As regards to me applying to Horizon 2020 grants: Presently I have a number of ongoing grants. EU grants are heavy duty on administrative tasks and the writing of most collaborative EU grant takes presently too much of my time. I would need to have access to a project manager with a good knowledge of the administrative part of EU grant writing to do these applications.
Q4: What do you think of RAIDs project: its expected impacts and upcoming results?
Pr. Jeffrey Pollard: My personal evaluation of RAIDs (preclinical and clinical aspects) is that this is a very methodical approach to the biology of cancer and specifically to the field of the tumour microenvironment that will be key to all developments in the vaccine field. In effect, beyond the checkpoint modulation, there is as yet an unexplored domain of blocking unfavorable chemokines which are produced by the tumor and which hamper the correct maturation of dendritic cells and also activation of T cells. The tumor microenvironment appears biased to a Th2 response that often results in it being immunosuppressive.
The work done by Franck Perez in this respect, (deliverable 6.3 of RAIDs) in developing a tool that will allow screening for any molecules that can prevent the CSF1-CSF1 receptor interaction in the tumor microenvironment will bring valuable information to clinicians involved in cancer vaccines.
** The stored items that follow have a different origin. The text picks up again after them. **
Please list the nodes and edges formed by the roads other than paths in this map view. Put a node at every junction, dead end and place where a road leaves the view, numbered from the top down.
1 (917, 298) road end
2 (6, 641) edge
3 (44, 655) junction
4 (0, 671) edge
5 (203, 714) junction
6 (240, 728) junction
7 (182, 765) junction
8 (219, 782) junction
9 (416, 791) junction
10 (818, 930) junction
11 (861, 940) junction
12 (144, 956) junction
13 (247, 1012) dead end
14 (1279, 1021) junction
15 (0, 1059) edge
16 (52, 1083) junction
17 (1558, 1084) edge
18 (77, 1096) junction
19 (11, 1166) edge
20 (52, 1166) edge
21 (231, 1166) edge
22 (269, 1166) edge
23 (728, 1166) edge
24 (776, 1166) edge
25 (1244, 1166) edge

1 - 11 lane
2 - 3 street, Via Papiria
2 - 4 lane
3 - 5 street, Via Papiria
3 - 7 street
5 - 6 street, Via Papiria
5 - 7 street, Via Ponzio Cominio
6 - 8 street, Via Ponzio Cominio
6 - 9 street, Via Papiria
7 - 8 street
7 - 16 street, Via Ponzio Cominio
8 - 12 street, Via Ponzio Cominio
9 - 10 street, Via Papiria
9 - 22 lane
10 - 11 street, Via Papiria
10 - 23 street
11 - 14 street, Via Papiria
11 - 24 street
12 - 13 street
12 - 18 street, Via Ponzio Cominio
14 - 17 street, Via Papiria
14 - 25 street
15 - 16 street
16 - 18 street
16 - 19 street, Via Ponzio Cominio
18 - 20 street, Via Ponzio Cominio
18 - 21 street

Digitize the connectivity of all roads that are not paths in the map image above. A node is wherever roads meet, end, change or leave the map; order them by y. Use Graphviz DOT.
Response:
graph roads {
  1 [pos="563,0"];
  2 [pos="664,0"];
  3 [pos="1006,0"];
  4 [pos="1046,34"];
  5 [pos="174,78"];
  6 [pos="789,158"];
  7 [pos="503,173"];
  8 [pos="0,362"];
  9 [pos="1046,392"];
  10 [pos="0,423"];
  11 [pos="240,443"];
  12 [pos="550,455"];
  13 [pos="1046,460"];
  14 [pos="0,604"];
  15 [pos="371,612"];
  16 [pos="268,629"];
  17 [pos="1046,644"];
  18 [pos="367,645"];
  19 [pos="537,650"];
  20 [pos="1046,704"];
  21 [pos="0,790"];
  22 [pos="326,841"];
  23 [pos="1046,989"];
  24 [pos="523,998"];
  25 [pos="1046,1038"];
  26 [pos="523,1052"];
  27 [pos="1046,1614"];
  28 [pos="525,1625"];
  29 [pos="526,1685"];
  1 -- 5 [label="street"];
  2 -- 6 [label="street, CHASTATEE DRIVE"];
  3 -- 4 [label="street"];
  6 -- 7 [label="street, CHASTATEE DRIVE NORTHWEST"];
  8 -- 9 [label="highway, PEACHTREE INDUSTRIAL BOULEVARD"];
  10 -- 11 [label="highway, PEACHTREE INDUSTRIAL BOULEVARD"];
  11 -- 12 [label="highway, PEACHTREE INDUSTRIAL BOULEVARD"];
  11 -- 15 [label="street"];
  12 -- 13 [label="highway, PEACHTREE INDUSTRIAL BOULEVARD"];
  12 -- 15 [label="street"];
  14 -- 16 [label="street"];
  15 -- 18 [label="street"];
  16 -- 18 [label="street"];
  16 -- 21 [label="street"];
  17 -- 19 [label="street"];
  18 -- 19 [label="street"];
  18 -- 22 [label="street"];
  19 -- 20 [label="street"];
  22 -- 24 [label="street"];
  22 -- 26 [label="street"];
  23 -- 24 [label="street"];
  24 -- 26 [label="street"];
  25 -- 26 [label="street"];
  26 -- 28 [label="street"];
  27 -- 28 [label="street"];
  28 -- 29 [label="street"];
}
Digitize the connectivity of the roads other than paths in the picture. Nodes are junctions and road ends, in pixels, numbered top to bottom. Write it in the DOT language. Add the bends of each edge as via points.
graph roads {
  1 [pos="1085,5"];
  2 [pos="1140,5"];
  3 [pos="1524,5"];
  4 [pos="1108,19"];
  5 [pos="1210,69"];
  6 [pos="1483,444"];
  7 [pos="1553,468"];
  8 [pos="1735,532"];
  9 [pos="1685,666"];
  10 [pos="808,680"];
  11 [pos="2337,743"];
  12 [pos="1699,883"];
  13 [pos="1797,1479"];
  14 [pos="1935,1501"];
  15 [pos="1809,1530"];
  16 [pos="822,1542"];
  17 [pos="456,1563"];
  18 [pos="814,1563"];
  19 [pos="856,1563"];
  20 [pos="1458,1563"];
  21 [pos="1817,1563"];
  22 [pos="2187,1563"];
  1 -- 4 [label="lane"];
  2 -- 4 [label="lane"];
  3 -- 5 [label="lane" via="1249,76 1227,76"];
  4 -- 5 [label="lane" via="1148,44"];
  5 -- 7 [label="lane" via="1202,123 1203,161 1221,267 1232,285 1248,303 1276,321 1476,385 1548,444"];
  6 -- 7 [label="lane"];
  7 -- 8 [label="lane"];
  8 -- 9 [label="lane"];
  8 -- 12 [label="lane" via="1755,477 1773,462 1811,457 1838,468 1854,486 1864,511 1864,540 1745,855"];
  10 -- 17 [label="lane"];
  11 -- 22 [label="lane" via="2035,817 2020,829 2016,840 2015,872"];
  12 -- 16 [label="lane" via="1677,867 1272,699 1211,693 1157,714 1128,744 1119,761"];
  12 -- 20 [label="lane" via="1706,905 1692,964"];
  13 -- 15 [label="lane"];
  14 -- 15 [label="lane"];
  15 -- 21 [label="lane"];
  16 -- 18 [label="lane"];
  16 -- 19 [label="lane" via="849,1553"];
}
A first approach aiming to inhibit the cellular transport of the CSF1 receptor failed for technical reasons, the gene being too big and unstably expressed. Franck Perez’s team however, has recently succeeded in synchronizing CSF1 transport and the Rush screening system is now ready to screen for molecules/drugs that could be used in the clinic and serve as inhibitors of CSF1 secretion in the near future. This is a very exciting development.
I understand that the clinical workload got delayed in countries outside France and therefore I strongly recommend the planned prolongation of this very important RAIDs project that is pioneering and is bound to have tremendous potential for beneficial repercussions in the future.
Q5: What is you general impression on the RAIDs consortium and the work progress?
Pr. Jeffrey Pollard: I have a long-standing scientific interaction with Dr. Scholl on this aspect and we wrote a review paper together in 1993 suggesting that blocking CSF1 might be a valuable approach for rendering tumor vaccines effective. My personal work using genetic mouse models have brought a proof of concept as anti-CSF1 reagents have recently shown clinical efficacy. Many pharmaceutical industries are developing antibodies against CSF1 or against CSF1 receptor and this field will be very important in the future. This aspect of RAIDs that is close to my personal preoccupations will become tremendously important in the future as we become better in our design of anticancer vaccines. It is my feeling that such methodologies will also impact and improve on presently available standard therapies.
The Curie team is excellent having been pioneers in the clinical aspect of the field. They also have novel screening strategies for development of small molecules against the CSF1-CSF1R axis that should be valuable. In addition they have excellent clinical access to well-documented patients that is an invaluable resource.